Rick Bayless, the chef of that restaurant, Topolobampo, says Obama's comfortable demeanor at the table — slumped contentedly in his chair, clearly there to enjoy himself — bodes well for the nation's food policy. While former President George W. Bush rarely visited restaurants and didn't often talk about what he ate, Obama dines out frequently and enjoys exploring different foods.

"He's the kind of diner who wants to taste all sorts of things," Bayless says. "What I'm hoping is that he's going to recognize that we need to do what we can in our country to encourage real food for everyone."

Phrases like "real food" and "farm-to-table" may sound like elitist jargon tossed around at upscale restaurants. But the country's top chefs, several of whom traveled to Washington for Obama's inauguration this week, hope that Obama's flair for good food will encourage people to expand their horizons when it comes to what they eat.

These chefs tout locally grown, environmentally friendly and — most importantly — nutritious food.

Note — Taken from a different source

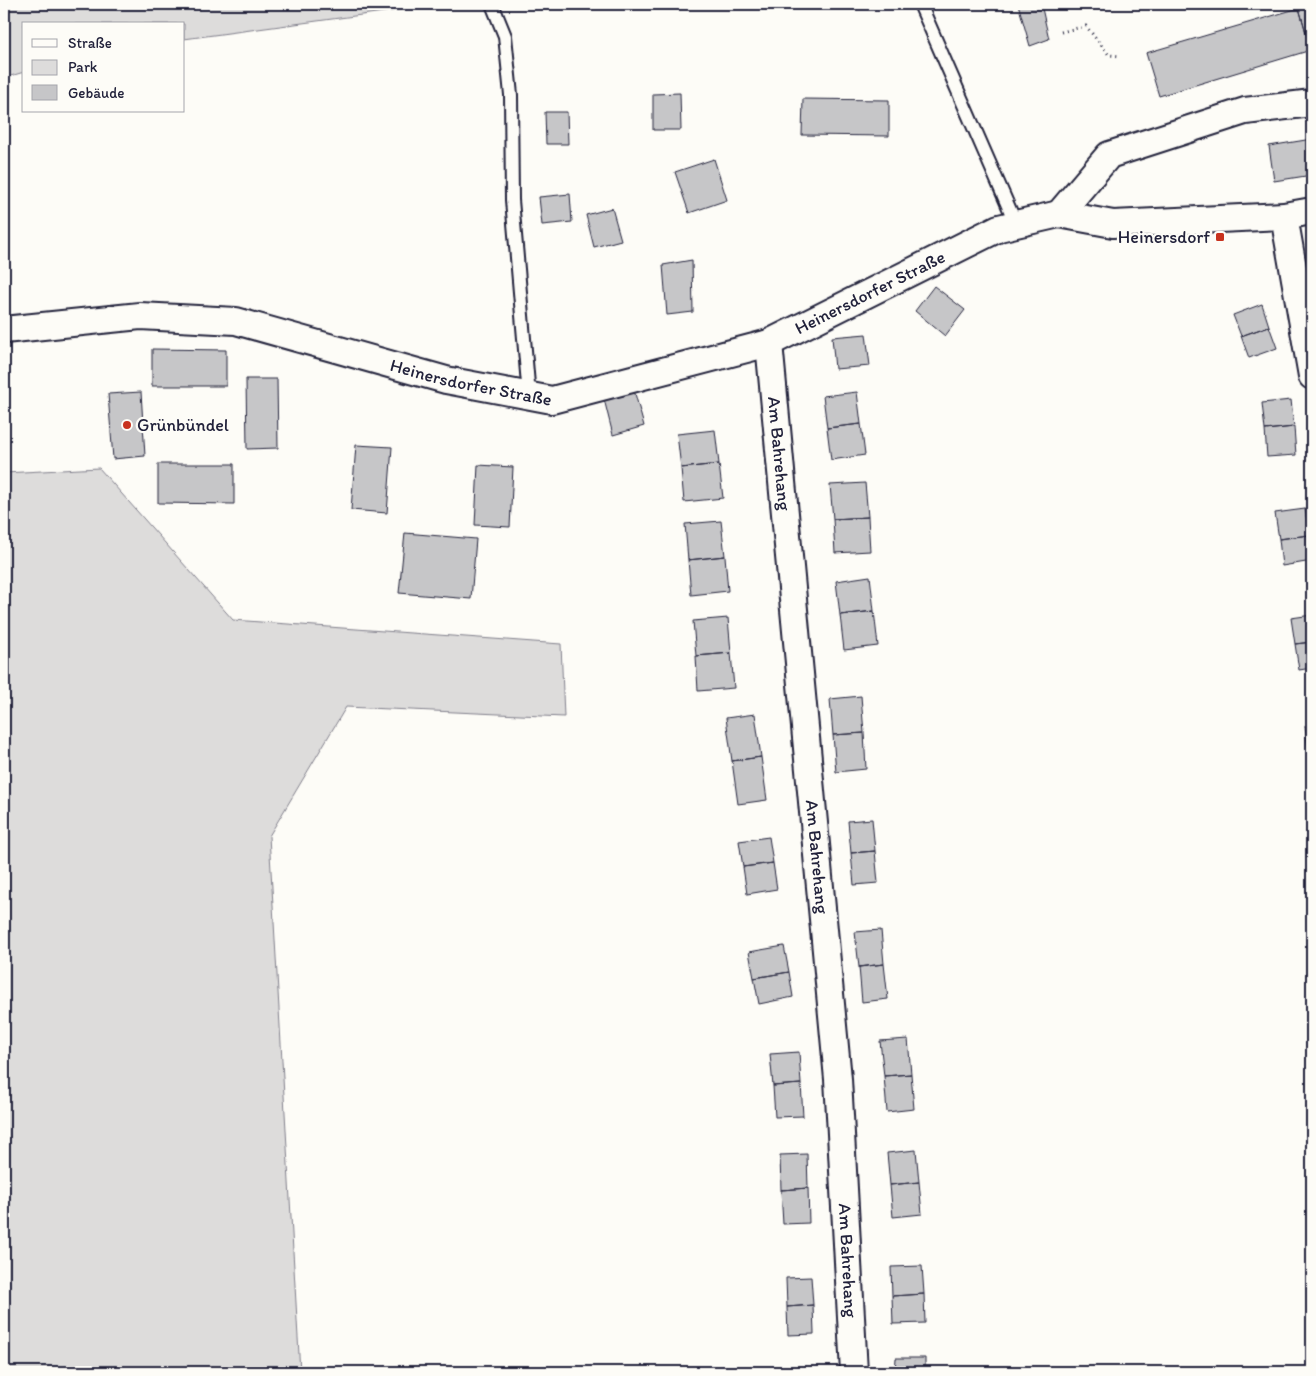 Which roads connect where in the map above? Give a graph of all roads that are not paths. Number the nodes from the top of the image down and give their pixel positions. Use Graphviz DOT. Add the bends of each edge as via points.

They urge diners, even those who may never be able to afford to eat at their restaurants, to grow their own vegetables, shop at farmer's markets and pay attention to where their food comes from.

Dan Barber, chef at New York's popular Blue Hill restaurant and a frequent critic of the country's food policy, says a few small gestures from the president and first lady Michelle Obama could accomplish what many of the chefs have been working toward for years.

"I recognize that I'm an elitist guy," says Barber, who cooked a $500-a-plate meal for incoming Obama aides and other guests at a small charity fundraiser the night before the inauguration. "Increasingly raise awareness, but don't do it through chefs like me. ... My advice would be more of a symbolic nature, and to not underestimate what can be done through the White House."

. . . .
I'm all for promoting a healthy diet and food quality :approve: , but what's the deal with $500-a-plate meal for incoming Obama aides?

The farm/agriculture bill needs trimming, and the focus should be small and family farmers, not subsidies to Big Agribusiness like ADM, Cargill, Dole, Chiquita, . . . .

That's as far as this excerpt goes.